### Aim of the task
Records follow. Select each line holding "junctions".

Saved entries
===

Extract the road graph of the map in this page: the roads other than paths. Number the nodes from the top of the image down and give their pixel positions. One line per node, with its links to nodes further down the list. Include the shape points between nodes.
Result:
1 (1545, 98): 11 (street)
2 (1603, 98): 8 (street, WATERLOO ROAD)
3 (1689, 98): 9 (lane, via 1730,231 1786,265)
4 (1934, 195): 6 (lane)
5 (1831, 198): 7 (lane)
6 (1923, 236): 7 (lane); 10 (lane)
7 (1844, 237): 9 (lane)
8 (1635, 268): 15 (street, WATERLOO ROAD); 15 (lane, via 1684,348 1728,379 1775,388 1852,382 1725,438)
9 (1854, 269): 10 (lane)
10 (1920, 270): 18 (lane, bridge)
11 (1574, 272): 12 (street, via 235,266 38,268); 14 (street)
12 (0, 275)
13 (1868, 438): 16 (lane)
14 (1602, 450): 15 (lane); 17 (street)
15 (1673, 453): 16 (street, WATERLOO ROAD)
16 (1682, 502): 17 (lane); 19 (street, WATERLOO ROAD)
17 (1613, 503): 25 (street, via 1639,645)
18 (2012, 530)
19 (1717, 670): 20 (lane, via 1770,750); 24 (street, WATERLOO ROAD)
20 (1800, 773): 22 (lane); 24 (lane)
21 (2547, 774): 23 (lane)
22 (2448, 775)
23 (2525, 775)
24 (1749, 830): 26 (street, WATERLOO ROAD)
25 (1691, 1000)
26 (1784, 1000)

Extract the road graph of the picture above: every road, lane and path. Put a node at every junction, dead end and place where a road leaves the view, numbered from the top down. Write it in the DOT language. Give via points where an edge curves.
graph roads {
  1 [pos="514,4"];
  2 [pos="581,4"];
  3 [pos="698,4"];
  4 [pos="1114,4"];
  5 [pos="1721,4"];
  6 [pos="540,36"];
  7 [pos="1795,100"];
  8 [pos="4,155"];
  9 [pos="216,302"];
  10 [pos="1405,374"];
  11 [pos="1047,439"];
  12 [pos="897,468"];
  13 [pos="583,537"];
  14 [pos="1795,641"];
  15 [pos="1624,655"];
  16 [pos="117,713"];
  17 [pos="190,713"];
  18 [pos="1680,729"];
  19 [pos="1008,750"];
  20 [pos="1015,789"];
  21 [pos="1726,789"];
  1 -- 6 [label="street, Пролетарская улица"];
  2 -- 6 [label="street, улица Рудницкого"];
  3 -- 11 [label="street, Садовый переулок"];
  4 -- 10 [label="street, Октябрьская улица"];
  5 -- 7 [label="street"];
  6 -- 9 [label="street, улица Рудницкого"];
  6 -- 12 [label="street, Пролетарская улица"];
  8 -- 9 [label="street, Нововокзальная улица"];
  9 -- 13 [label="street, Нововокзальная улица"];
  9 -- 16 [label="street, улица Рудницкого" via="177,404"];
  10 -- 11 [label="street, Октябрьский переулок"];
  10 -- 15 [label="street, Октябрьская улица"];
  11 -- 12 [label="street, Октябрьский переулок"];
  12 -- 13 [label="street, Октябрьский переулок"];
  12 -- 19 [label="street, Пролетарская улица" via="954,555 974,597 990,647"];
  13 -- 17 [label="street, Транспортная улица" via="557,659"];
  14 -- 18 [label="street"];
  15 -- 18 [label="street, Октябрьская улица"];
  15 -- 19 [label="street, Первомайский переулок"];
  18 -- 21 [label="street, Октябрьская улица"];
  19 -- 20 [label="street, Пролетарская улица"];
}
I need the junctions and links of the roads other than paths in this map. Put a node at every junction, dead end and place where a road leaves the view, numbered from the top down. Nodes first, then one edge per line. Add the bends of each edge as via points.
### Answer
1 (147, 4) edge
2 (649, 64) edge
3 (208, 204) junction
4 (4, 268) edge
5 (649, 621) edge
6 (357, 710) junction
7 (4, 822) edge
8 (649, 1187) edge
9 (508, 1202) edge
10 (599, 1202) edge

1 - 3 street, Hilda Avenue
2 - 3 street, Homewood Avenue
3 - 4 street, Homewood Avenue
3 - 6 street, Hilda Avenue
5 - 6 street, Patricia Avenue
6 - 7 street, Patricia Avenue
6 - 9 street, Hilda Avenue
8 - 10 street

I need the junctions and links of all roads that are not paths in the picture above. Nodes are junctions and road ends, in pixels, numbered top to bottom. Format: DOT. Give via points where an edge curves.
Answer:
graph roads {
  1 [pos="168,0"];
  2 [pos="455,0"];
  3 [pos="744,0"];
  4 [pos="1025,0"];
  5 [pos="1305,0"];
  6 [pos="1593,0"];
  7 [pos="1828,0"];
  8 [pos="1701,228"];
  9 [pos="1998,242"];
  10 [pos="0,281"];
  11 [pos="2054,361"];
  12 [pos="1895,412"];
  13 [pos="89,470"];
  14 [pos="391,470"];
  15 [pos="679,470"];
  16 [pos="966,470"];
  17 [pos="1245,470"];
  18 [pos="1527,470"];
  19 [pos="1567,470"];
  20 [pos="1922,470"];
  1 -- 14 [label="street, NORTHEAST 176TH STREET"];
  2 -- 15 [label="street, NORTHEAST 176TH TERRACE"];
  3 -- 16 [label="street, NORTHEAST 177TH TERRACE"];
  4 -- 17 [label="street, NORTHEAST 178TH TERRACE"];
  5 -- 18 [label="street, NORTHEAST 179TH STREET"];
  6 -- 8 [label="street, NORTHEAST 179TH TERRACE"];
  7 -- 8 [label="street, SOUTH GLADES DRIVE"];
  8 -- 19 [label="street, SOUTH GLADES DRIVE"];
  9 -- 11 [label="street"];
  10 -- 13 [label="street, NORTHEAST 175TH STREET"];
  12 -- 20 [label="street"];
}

===

### Written reply
I need the junctions and links of the roads other than paths in this map. Put a node at every junction, dead end and place where a road leaves the view, numbered from the top down. Nodes first, then one edge per line. Add the bends of each edge as via points.
I need the junctions and links of all roads that are not paths in the picture above. Nodes are junctions and road ends, in pixels, numbered top to bottom. Format: DOT. Give via points where an edge curves.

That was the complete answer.